Personal information
- Full name: Anna Lourdes Ramírez Sarti
- Nickname: Lula
- Nationality: Guatemala
- Born: June 11, 1984 (age 41) Guatemala City, Guatemala
- Hometown: Guatemala City, Guatemala
- Height: 173 cm (5 ft 8 in)
- Weight: 56 kg (123 lb)

Beach volleyball information

Current teammate
| Years | Teammate | Tours (points) |
| 2009 | María Orellana | 265 |

= Anna Ramírez (beach volleyball) =

Guatemalan beach volleyball player (born 1984)

Anna Lourdes Ramírez Sarti (born June 11, 1984, in Guatemala City) is a female beach volleyball player from Guatemala, who played in the 2007 Pan American Games playing with María Orellana finishing ninth.

She has participated in many tournaments at the NORCECA Beach Volleyball Circuit.

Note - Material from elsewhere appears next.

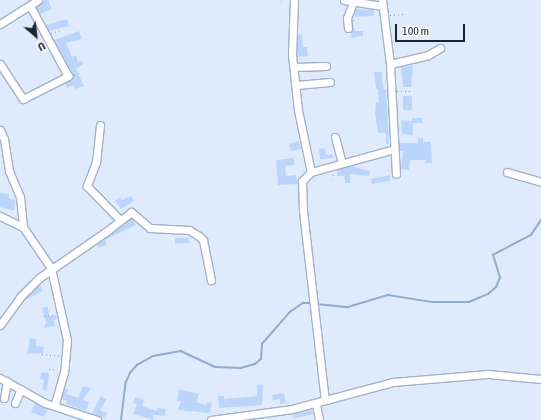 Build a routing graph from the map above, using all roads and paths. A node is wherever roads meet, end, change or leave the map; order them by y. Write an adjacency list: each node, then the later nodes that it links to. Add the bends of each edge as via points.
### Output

She represented her native country during the 2006 Central American and Caribbean Games playing with María Orellana; they finished in the seventh position.

She won the National Championship 2009, playing with María Orellana.

She played Indoor Volleyball with her National Team at the 2006 World Championship qualifier. Her team finished fourth, not qualifying for the World Championship.